Postal Closings Postponed—Pony Up Your Pallets!

Dec. 14, 2011
A month ago the headline coming out of the U.S. Postal Service (USPS) news room was bleak: “Postal Service Ends Fiscal Year 2011 with $5.1 Billion Loss.” Profits bled out of many wounds, big and small. The biggest gusher is only increasing as the volume ...

A month ago the headline coming out of the U.S. Postal Service (USPS) news room was bleak: “Postal Service Ends Fiscal Year 2011 with $5.1 Billion Loss.” Profits bled out of many wounds, big and small. The biggest gusher is only increasing as the volume of first class mail diminishes. Total 2011 mail volume declined by 3 billion pieces, or 1.7 percent, from 2010, the USPS announced. Its largest and most profitable product, First-Class Mail, continued its year-over-year decline, from $34.2 billion in 2010 to $32.2 billion in 2011 (5.8 percent).

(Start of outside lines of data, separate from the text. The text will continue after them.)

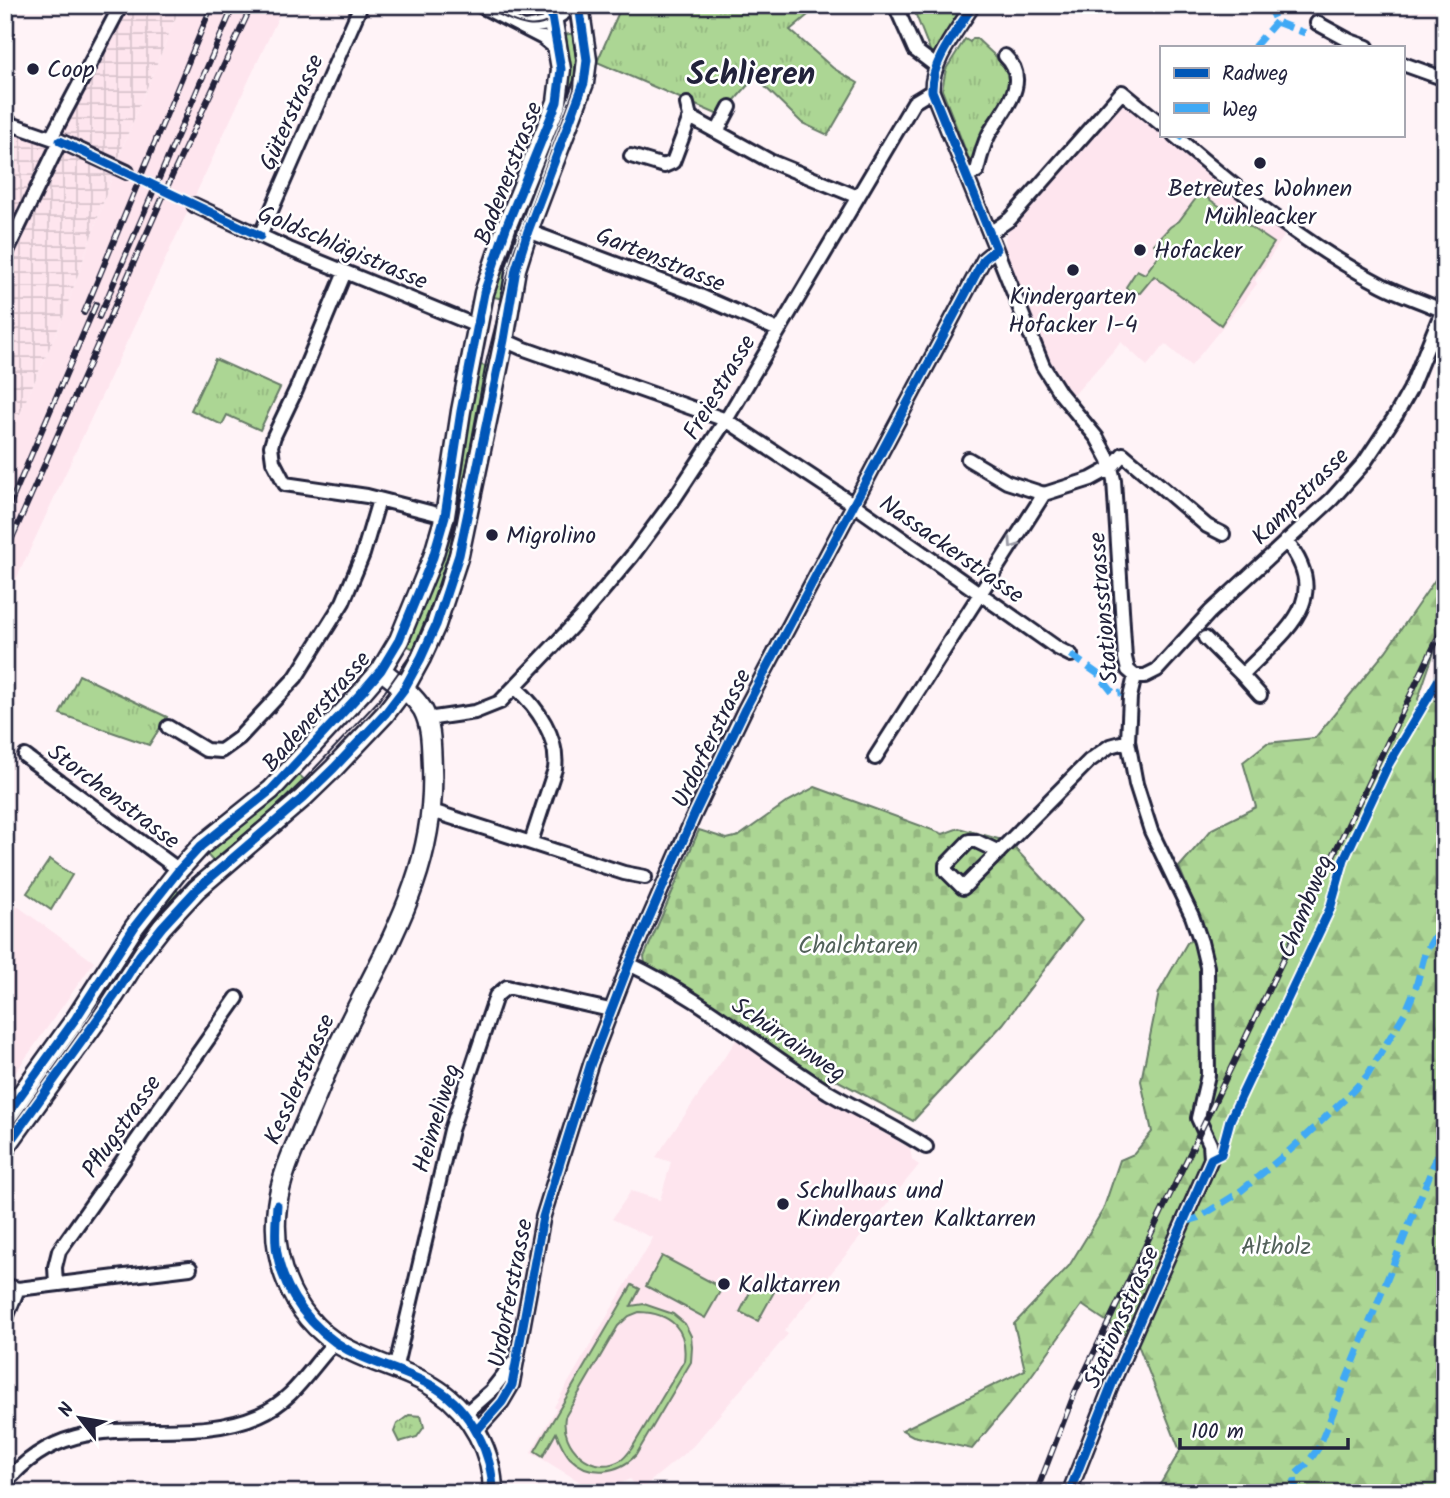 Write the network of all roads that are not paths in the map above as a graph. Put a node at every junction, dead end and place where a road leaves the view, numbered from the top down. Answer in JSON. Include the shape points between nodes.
{"nodes":[{"id":1,"x":121,"y":5,"type":"edge"},
{"id":2,"x":361,"y":5,"type":"edge"},
{"id":3,"x":479,"y":5,"type":"edge"},
{"id":4,"x":578,"y":5,"type":"edge"},
{"id":5,"x":895,"y":5,"type":"edge"},
{"id":6,"x":973,"y":5,"type":"edge"},
{"id":7,"x":551,"y":13,"type":"edge"},
{"id":8,"x":1317,"y":23,"type":"dead end"},
{"id":9,"x":524,"y":28,"type":"junction"},
{"id":10,"x":1364,"y":46,"type":"edge"},
{"id":11,"x":558,"y":50,"type":"junction"},
{"id":12,"x":1005,"y":56,"type":"dead end"},
{"id":13,"x":1404,"y":64,"type":"edge"},
{"id":14,"x":936,"y":66,"type":"junction"},
{"id":15,"x":1445,"y":79,"type":"edge"},
{"id":16,"x":932,"y":91,"type":"junction"},
{"id":17,"x":687,"y":104,"type":"dead end"},
{"id":18,"x":730,"y":107,"type":"dead end"},
{"id":19,"x":690,"y":117,"type":"junction"},
{"id":20,"x":5,"y":121,"type":"edge"},
{"id":21,"x":1160,"y":123,"type":"edge"},
{"id":22,"x":718,"y":132,"type":"junction"},
{"id":23,"x":1175,"y":136,"type":"edge"},
{"id":24,"x":55,"y":139,"type":"junction"},
{"id":25,"x":631,"y":156,"type":"dead end"},
{"id":26,"x":127,"y":172,"type":"tunnel mouth"},
{"id":27,"x":966,"y":176,"type":"junction"},
{"id":28,"x":858,"y":197,"type":"junction"},
{"id":29,"x":194,"y":205,"type":"tunnel mouth"},
{"id":30,"x":528,"y":231,"type":"junction"},
{"id":31,"x":990,"y":233,"type":"junction"},
{"id":32,"x":260,"y":236,"type":"junction"},
{"id":33,"x":996,"y":249,"type":"junction"},
{"id":34,"x":5,"y":255,"type":"edge"},
{"id":35,"x":345,"y":272,"type":"junction"},
{"id":36,"x":1443,"y":307,"type":"edge"},
{"id":37,"x":477,"y":326,"type":"junction"},
{"id":38,"x":778,"y":330,"type":"junction"},
{"id":39,"x":504,"y":340,"type":"junction"},
{"id":40,"x":726,"y":420,"type":"junction"},
{"id":41,"x":968,"y":459,"type":"dead end"},
{"id":42,"x":1111,"y":468,"type":"junction"},
{"id":43,"x":1044,"y":494,"type":"junction"},
{"id":44,"x":379,"y":500,"type":"junction"},
{"id":45,"x":853,"y":504,"type":"junction"},
{"id":46,"x":445,"y":516,"type":"junction"},
{"id":47,"x":1223,"y":534,"type":"dead end"},
{"id":48,"x":1286,"y":541,"type":"junction"},
{"id":49,"x":980,"y":594,"type":"junction"},
{"id":50,"x":1205,"y":638,"type":"dead end"},
{"id":51,"x":1071,"y":655,"type":"dead end"},
{"id":52,"x":381,"y":670,"type":"junction"},
{"id":53,"x":1242,"y":675,"type":"junction"},
{"id":54,"x":1135,"y":676,"type":"junction"},
{"id":55,"x":515,"y":687,"type":"junction"},
{"id":56,"x":404,"y":689,"type":"junction"},
{"id":57,"x":1260,"y":695,"type":"dead end"},
{"id":58,"x":426,"y":719,"type":"junction"},
{"id":59,"x":168,"y":727,"type":"dead end"},
{"id":60,"x":1128,"y":741,"type":"junction"},
{"id":61,"x":25,"y":756,"type":"dead end"},
{"id":62,"x":875,"y":758,"type":"dead end"},
{"id":63,"x":432,"y":811,"type":"junction"},
{"id":64,"x":531,"y":842,"type":"junction"},
{"id":65,"x":999,"y":852,"type":"dead end"},
{"id":66,"x":178,"y":870,"type":"junction"},
{"id":67,"x":645,"y":877,"type":"dead end"},
{"id":68,"x":197,"y":889,"type":"junction"},
{"id":69,"x":629,"y":964,"type":"junction"},
{"id":70,"x":237,"y":998,"type":"dead end"},
{"id":71,"x":610,"y":1010,"type":"junction"},
{"id":72,"x":5,"y":1117,"type":"edge"},
{"id":73,"x":926,"y":1147,"type":"dead end"},
{"id":74,"x":5,"y":1148,"type":"edge"},
{"id":75,"x":190,"y":1268,"type":"dead end"},
{"id":76,"x":56,"y":1284,"type":"junction"},
{"id":77,"x":11,"y":1287,"type":"edge"},
{"id":78,"x":5,"y":1320,"type":"edge"},
{"id":79,"x":335,"y":1342,"type":"junction"},
{"id":80,"x":516,"y":1356,"type":"junction"},
{"id":81,"x":395,"y":1370,"type":"junction"},
{"id":82,"x":465,"y":1414,"type":"junction"},
{"id":83,"x":476,"y":1431,"type":"junction"},
{"id":84,"x":5,"y":1484,"type":"edge"},
{"id":85,"x":493,"y":1493,"type":"edge"},
{"id":86,"x":1069,"y":1493,"type":"edge"}],
"edges":[{"from":1,"to":24,"type":"street"},
{"from":2,"to":32,"type":"street","name":"Güterstrasse"},
{"from":3,"to":9,"type":"street"},
{"from":4,"to":7,"type":"street"},
{"from":4,"to":30,"type":"main road","name":"Badenerstrasse","via":[[587,60],[584,83]]},
{"from":5,"to":14,"type":"street","via":[[915,50]]},
{"from":6,"to":14,"type":"street"},
{"from":7,"to":9,"type":"street","via":[[544,25]]},
{"from":7,"to":11,"type":"main road","name":"Badenerstrasse"},
{"from":8,"to":10,"type":"street"},
{"from":9,"to":11,"type":"street"},
{"from":11,"to":37,"type":"main road","name":"Badenerstrasse","via":[[561,86],[557,102],[501,241]]},
{"from":12,"to":27,"type":"street","via":[[1016,71],[1012,99],[988,136],[977,171]]},
{"from":13,"to":15,"type":"street"},
{"from":14,"to":16,"type":"street"},
{"from":16,"to":27,"type":"street"},
{"from":16,"to":28,"type":"street","name":"Freiestrasse","via":[[914,102]]},
{"from":17,"to":19,"type":"street"},
{"from":18,"to":22,"type":"street"},
{"from":19,"to":22,"type":"street"},
{"from":19,"to":25,"type":"street","via":[[673,162],[664,166]]},
{"from":20,"to":24,"type":"street"},
{"from":21,"to":31,"type":"street","via":[[1122,92],[1010,219]]},
{"from":22,"to":28,"type":"street","via":[[770,161]]},
{"from":23,"to":36,"type":"street","via":[[1305,239],[1385,286]]},
{"from":24,"to":26,"type":"street"},
{"from":24,"to":34,"type":"street"},
{"from":27,"to":31,"type":"street"},
{"from":28,"to":38,"type":"street","name":"Freiestrasse"},
{"from":29,"to":32,"type":"street","name":"Goldschlägistrasse"},
{"from":30,"to":38,"type":"street","name":"Gartenstrasse"},
{"from":30,"to":39,"type":"main road","name":"Badenerstrasse","via":[[516,269]]},
{"from":31,"to":33,"type":"street"},
{"from":32,"to":35,"type":"street","name":"Goldschlägistrasse"},
{"from":33,"to":42,"type":"street","name":"Stationsstrasse","via":[[1050,380],[1097,438]]},
{"from":33,"to":45,"type":"street","name":"Urdorferstrasse","via":[[984,259]]},
{"from":35,"to":37,"type":"street","name":"Goldschlägistrasse"},
{"from":35,"to":44,"type":"street","via":[[274,436],[273,461],[285,484]]},
{"from":36,"to":48,"type":"street","name":"Kampstrasse","via":[[1410,390],[1380,441],[1332,499]]},
{"from":37,"to":39,"type":"main road"},
{"from":37,"to":46,"type":"main road","name":"Badenerstrasse"},
{"from":38,"to":40,"type":"street","name":"Freiestrasse"},
{"from":39,"to":40,"type":"street","name":"Nassackerstrasse"},
{"from":39,"to":56,"type":"main road","name":"Badenerstrasse","via":[[459,555],[436,625]]},
{"from":40,"to":45,"type":"street","name":"Nassackerstrasse"},
{"from":40,"to":55,"type":"street","name":"Freiestrasse","via":[[632,556]]},
{"from":41,"to":43,"type":"street","via":[[1007,482]]},
{"from":42,"to":43,"type":"street"},
{"from":42,"to":47,"type":"street","via":[[1123,454],[1207,526]]},
{"from":42,"to":54,"type":"street","name":"Stationsstrasse","via":[[1125,658]]},
{"from":43,"to":49,"type":"street","one_way":true},
{"from":44,"to":46,"type":"street"},
{"from":44,"to":59,"type":"street","via":[[343,602],[296,677],[248,729],[220,751],[206,750]]},
{"from":45,"to":49,"type":"street","name":"Nassackerstrasse"},
{"from":45,"to":69,"type":"street","name":"Urdorferstrasse","via":[[720,759]]},
{"from":46,"to":52,"type":"main road","name":"Badenerstrasse","via":[[414,608]]},
{"from":48,"to":53,"type":"street","via":[[1306,576],[1302,608]]},
{"from":48,"to":54,"type":"street","name":"Kampstrasse","via":[[1210,612],[1157,670]]},
{"from":49,"to":51,"type":"street","name":"Nassackerstrasse"},
{"from":49,"to":62,"type":"street"},
{"from":50,"to":53,"type":"street"},
{"from":52,"to":56,"type":"main road","name":"Kesslerstrasse"},
{"from":52,"to":66,"type":"main road","name":"Badenerstrasse","via":[[271,790]]},
{"from":53,"to":57,"type":"street"},
{"from":54,"to":60,"type":"street","name":"Stationsstrasse"},
{"from":55,"to":58,"type":"street","name":"Freiestrasse","via":[[486,710]]},
{"from":55,"to":64,"type":"street","via":[[540,713],[556,758]]},
{"from":56,"to":58,"type":"main road","name":"Kesslerstrasse"},
{"from":56,"to":68,"type":"main road","name":"Badenerstrasse","via":[[322,780]]},
{"from":58,"to":63,"type":"main road","name":"Kesslerstrasse"},
{"from":60,"to":65,"type":"street","via":[[1110,746],[1089,761]]},
{"from":60,"to":86,"type":"street","name":"Stationsstrasse","via":[[1142,806],[1192,916],[1207,967],[1208,1075],[1198,1118],[1211,1158]]},
{"from":61,"to":66,"type":"street","name":"Storchenstrasse"},
{"from":63,"to":64,"type":"street"},
{"from":63,"to":79,"type":"main road","name":"Kesslerstrasse","via":[[411,895],[337,1048],[290,1159],[277,1205],[277,1255],[286,1280],[306,1315]]},
{"from":64,"to":67,"type":"street"},
{"from":66,"to":68,"type":"main road"},
{"from":66,"to":72,"type":"main road","name":"Badenerstrasse"},
{"from":68,"to":74,"type":"main road","name":"Badenerstrasse","via":[[147,946]]},
{"from":69,"to":71,"type":"street","name":"Urdorferstrasse"},
{"from":69,"to":73,"type":"street","name":"Schürrainweg","via":[[716,1015],[829,1092]]},
{"from":70,"to":76,"type":"street","name":"Pflugstrasse","via":[[59,1251]]},
{"from":71,"to":80,"type":"street","name":"Urdorferstrasse","via":[[542,1217]]},
{"from":71,"to":81,"type":"street","name":"Heimeliweg","via":[[507,987],[496,996],[450,1130]]},
{"from":75,"to":76,"type":"street"},
{"from":76,"to":77,"type":"street"},
{"from":77,"to":78,"type":"street"},
{"from":79,"to":81,"type":"main road","name":"Kesslerstrasse"},
{"from":79,"to":84,"type":"street","via":[[293,1392],[261,1414],[221,1426],[82,1435],[31,1457]]},
{"from":80,"to":82,"type":"street","name":"Urdorferstrasse","via":[[504,1376]]},
{"from":80,"to":83,"type":"street","name":"Urdorferstrasse","via":[[509,1392]]},
{"from":81,"to":82,"type":"main road","name":"Kesslerstrasse","via":[[435,1388]]},
{"from":82,"to":83,"type":"main road"},
{"from":83,"to":85,"type":"main road","via":[[488,1459]]}]}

Priority, Express and Standard Mail provided the only bits of good news. Priority and Express increased 2011 revenue by $530 million (6.3 percent) over 2010. Standard Mail increased by $495 million (2.9 percent) on a volume increase of 2 billion pieces (2.6 percent).

The Postal Service has been tightening a tourniquet to stem the flow of red ink. Business best practices deserve some of the credit. USPS reduced work hours by 34 million despite an increase of 636,500 delivery points. For this accomplishment it credits effective workforce management, efficient use of materials and transportation, and continued advancements in the use of technology. Since 2001, the Postal Service has reduced work hours by 28 percent, while delivering to almost 14 million additional addresses.

But another profit leak the Postal Service is trying to plug is caused by disappearing material handling assets like pallets and containers. Last month we reported that the USPS was embarking on an amnesty program, encouraging the return of those assets within a two-week period. It promised that no questions would be asked.

The Postal Service spent nearly $50 million this past fiscal year to replace equipment that was never returned. Five years ago this magazine reported that by March of any year most of the pallets used during the holiday shipping season have returned to USPS warehouses. It is then that they can assess their needs for the next heavy mailing season. We reported that the Postal Service's national “comfort level” was around 500,000 to 700,000 pallets. What it actually ended up with that year was around 100,000 pallets, with 60,000 typical on any day. This situation has only gotten worse since then—hence the amnesty strategy. Did it work?

Nobody at the Postal Service seems to have a good answer. I asked Dave Partenheimer, their manager of media relations, for some kind of national number but as of yet the only information he could give me was anecdotal:

• Cresco IA—a pallet recycler reported that she received four USPS plastic pallets and wished to return them;

• Mounds View, MN—a USPS customer called for a pickup of nine USPS plastic pallets;

• New York, NY—a USPS customer called for a pickup of flat tubs;

• Buffalo, NY—a pallet company called to request a pickup of 250 plastic pallets;

• Traverse City, MI—a delivery company requested a pickup of 350 pallets;

• Baltimore, MD—a pallet recycler called to request a pickup of 40 USPS plastic pallets—with a total value of more than $600.

So the Postal Service's “Good Cop” approach is over. Time for the “Bad Cop” to go on duty. Will USPS pallet hoarders be visited by SWAT teams any time soon?

“We will launch aggressive efforts to have this property returned to us,” Partenheimer promises. “We'll announce details soon.”

In the meantime, the Postal Service just announced that its promise to start shutting down mail processing facilities has been postponed until May 15, 2012. Until then it says it will continue all necessary steps to review these facilities and will conduct public input meetings.

It's hoping that during this closings moratorium Congress will pass postal legislation to help it be profitable again. Postmaster General and CEO Patrick Donahoe says the USPS needs a more flexible business model so it can respond better to a changing marketplace. “To return to profitability we must reduce our annual costs by $20 billion by the end of 2015,” he calculates.

That's a lot of pallets. Do him a favor—take another look through your logistics operations. I'm sure he'd look favorably on the return of a few thousand more of those “lost” assets. The Post Office you save may be your own.